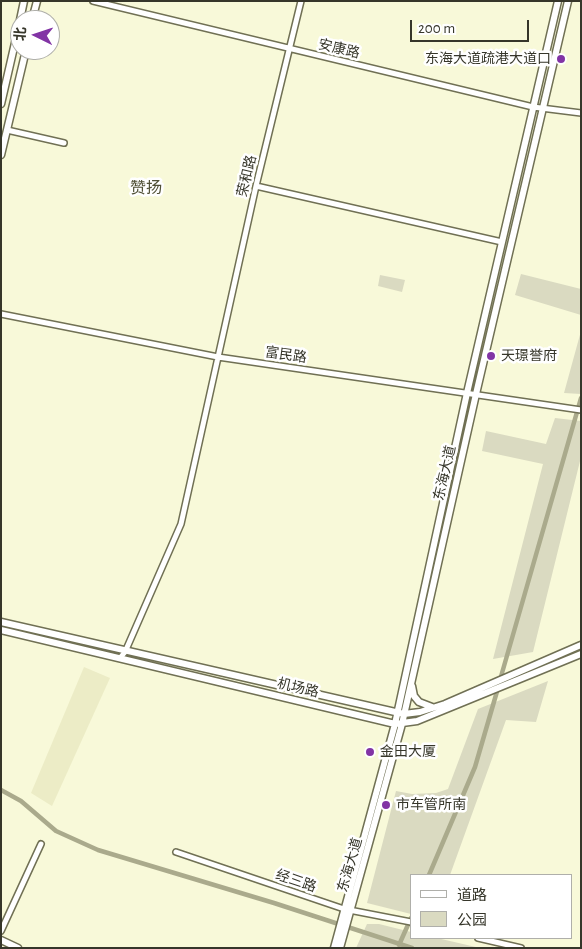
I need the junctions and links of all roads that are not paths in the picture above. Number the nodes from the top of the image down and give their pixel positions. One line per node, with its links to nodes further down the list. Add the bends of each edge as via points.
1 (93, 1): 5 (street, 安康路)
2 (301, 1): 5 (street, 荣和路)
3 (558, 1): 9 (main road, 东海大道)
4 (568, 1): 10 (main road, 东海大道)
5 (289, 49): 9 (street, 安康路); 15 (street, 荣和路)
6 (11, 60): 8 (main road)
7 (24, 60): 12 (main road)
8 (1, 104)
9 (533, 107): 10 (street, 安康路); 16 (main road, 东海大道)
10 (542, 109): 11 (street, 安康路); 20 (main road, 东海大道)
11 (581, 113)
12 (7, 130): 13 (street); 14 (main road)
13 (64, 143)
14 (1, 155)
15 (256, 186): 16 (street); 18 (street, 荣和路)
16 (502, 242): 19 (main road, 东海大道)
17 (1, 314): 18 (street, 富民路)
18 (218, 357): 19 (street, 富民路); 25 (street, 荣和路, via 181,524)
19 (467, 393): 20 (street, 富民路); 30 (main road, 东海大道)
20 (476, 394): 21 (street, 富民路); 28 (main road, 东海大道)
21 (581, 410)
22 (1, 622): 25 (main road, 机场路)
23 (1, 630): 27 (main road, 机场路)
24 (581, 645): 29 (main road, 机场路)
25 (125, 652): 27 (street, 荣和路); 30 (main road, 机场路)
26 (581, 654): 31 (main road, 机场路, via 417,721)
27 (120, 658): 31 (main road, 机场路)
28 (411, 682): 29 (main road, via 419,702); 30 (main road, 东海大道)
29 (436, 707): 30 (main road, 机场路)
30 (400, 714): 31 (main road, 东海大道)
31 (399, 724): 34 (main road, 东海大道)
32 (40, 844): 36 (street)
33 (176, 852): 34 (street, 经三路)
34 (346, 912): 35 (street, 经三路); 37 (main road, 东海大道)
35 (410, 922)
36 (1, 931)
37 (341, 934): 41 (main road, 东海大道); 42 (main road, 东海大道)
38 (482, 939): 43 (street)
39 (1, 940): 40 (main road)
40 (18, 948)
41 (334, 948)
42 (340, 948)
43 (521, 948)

◆ What to work on
Extract all lines from the data in which "东海大道" is found.

◆ Response for this exercise
3 (558, 1): 9 (main road, 东海大道)
4 (568, 1): 10 (main road, 东海大道)
9 (533, 107): 10 (street, 安康路); 16 (main road, 东海大道)
10 (542, 109): 11 (street, 安康路); 20 (main road, 东海大道)
16 (502, 242): 19 (main road, 东海大道)
19 (467, 393): 20 (street, 富民路); 30 (main road, 东海大道)
20 (476, 394): 21 (street, 富民路); 28 (main road, 东海大道)
28 (411, 682): 29 (main road, via 419,702); 30 (main road, 东海大道)
30 (400, 714): 31 (main road, 东海大道)
31 (399, 724): 34 (main road, 东海大道)
34 (346, 912): 35 (street, 经三路); 37 (main road, 东海大道)
37 (341, 934): 41 (main road, 东海大道); 42 (main road, 东海大道)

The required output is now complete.